The three banks—East Flower Garden Bank, West Flower Garden Bank, and Stetson Bank—are underwater mountains. The banks support coral reefs, some of the healthiest in the Caribbean and Western Atlantic region. These reef communities began developing on the salt domes approximately 10,000–15,000 years ago. Today, they support a complex, balanced ecosystem of shallow and deep-water species.

Flower Garden Banks and areas near the sanctuary are one of only two places in the world where the golden phase of the smooth trunkfish can be found, the other being near the Bay Islands north of Honduras. The golden smooth trunkfish is not a distinct species but a different color variation of the smooth trunkfish that inhabits throughout the rest of the Caribbean and Gulf of Mexico, including Florida Keys National Marine Sanctuary. Scientists have not yet discovered the reason for the color differences in the Flower Garden Banks and Honduran populations.

Every August, about a week after the full moon, a mass coral spawning event takes place in and near the sanctuary. For some days, multiple species of star coral and brain corals release gametes into the water. This event allows for genetic mixing between different species of corals and increases diversification.

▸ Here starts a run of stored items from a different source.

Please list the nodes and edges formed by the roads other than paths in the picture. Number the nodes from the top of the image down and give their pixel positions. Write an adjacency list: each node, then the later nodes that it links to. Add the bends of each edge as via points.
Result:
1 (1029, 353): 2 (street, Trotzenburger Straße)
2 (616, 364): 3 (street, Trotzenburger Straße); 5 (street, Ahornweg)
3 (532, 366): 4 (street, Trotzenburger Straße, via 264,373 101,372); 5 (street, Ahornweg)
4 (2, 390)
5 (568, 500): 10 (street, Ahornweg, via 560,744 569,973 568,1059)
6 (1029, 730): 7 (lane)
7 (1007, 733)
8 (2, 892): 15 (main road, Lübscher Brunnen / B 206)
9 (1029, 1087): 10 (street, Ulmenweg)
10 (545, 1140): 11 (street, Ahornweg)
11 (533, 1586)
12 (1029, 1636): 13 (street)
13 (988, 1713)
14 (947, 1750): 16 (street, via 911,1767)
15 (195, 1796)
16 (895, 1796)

Manta rays, the largest species of ray in the ocean with a wingspans upwards of 29 ft and weighing as much as 3600 lb, are a common sight in and near the sanctuary. Recent research confirmed that Flower Garden Banks serves as a critical nursery habitat for oceanic manta rays, offering young mantas protection from human activity. The sanctuary works toward the conservation of manta rays through expansion of the habitat.

The spotted eagle ray school in and around the sanctuary during the early part of the year. They have a pronounced head with a snout and distinct white spots and rings on their dark backs. They also have very long whip-like tails, longer than most other rays, with venomous spines used in defense when they are threatened. They can grow to have wingspans of nearly 16 ft.